(Stored data entries)
◇ ◇ ◇

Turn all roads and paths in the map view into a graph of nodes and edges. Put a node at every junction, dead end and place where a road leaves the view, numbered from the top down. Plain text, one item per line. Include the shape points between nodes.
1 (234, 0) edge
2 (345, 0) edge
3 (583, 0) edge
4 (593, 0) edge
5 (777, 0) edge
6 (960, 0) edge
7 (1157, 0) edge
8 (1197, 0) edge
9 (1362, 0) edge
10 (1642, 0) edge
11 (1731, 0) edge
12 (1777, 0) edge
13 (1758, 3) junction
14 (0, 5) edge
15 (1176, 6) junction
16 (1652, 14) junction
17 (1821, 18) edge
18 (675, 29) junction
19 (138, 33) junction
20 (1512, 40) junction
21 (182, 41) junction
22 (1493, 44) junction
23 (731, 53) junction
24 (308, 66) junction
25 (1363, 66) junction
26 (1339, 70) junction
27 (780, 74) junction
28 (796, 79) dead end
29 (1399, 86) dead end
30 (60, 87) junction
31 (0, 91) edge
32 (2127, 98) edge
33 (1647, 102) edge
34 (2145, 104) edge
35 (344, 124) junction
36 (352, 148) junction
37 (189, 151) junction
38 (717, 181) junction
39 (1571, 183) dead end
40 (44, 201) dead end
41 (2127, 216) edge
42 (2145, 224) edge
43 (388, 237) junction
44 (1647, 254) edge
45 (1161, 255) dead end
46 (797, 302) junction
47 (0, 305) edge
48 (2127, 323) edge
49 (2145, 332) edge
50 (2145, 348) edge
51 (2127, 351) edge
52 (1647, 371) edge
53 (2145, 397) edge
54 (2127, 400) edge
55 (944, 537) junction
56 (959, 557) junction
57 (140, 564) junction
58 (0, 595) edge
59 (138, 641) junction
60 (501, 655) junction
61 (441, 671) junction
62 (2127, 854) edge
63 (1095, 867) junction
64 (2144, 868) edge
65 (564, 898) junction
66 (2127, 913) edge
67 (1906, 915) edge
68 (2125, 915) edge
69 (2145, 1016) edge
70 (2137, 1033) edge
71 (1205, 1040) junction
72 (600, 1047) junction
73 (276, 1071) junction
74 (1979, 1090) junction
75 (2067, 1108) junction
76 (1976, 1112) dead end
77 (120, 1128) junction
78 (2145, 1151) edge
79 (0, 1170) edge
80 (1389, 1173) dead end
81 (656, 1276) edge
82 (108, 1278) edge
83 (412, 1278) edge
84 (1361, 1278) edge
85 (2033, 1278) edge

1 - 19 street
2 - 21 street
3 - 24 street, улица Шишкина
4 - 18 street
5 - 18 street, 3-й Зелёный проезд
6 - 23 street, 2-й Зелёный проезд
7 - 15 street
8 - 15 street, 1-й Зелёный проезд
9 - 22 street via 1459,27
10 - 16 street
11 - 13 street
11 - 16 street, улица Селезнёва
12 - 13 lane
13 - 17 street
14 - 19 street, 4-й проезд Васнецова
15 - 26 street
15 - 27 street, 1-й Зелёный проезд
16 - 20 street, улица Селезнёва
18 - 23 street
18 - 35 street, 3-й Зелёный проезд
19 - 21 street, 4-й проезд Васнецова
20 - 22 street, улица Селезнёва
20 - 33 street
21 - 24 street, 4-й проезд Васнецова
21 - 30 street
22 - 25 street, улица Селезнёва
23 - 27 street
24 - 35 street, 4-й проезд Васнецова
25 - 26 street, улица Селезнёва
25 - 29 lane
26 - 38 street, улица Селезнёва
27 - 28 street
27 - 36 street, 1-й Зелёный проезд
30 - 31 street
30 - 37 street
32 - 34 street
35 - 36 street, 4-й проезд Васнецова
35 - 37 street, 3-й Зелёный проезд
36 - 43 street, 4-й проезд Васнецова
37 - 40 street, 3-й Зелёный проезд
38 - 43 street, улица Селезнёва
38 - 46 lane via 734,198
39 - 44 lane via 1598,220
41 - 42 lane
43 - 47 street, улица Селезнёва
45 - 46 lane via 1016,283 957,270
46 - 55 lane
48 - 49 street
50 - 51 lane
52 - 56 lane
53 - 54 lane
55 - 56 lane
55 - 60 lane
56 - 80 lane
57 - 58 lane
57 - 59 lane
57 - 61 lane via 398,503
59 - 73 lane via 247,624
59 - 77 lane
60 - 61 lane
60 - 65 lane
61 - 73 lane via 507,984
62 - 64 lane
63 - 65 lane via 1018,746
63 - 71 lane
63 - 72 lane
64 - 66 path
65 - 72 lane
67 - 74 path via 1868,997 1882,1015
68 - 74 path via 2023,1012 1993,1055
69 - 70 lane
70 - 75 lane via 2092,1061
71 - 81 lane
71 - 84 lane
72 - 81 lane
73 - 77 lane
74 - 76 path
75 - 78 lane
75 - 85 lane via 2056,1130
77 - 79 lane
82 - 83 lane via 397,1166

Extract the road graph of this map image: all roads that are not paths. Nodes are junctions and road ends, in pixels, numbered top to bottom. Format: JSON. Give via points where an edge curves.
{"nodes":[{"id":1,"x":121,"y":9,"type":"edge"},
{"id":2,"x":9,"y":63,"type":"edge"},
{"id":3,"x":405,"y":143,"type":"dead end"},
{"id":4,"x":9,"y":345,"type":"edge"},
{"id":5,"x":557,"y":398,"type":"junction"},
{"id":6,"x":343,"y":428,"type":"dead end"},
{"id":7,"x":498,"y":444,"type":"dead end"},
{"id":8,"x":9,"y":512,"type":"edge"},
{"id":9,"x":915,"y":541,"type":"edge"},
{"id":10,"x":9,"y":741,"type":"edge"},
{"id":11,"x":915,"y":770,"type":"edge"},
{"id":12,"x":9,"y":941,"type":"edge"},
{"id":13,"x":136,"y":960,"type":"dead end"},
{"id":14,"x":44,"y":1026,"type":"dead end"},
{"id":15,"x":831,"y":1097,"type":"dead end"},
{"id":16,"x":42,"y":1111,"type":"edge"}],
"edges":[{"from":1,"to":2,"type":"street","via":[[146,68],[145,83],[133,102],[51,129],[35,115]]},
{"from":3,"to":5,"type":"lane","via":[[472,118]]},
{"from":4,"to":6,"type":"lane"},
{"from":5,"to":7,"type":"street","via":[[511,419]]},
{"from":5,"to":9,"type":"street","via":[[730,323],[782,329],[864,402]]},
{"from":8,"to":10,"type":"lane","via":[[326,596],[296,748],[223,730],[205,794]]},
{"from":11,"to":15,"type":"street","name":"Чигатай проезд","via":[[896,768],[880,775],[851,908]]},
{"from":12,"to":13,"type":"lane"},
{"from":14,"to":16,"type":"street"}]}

◇ ◇ ◇

*Exercise directions*: When a line in the entries above holds the word "where", add it to the count, then state only the count.

*Response area*: 2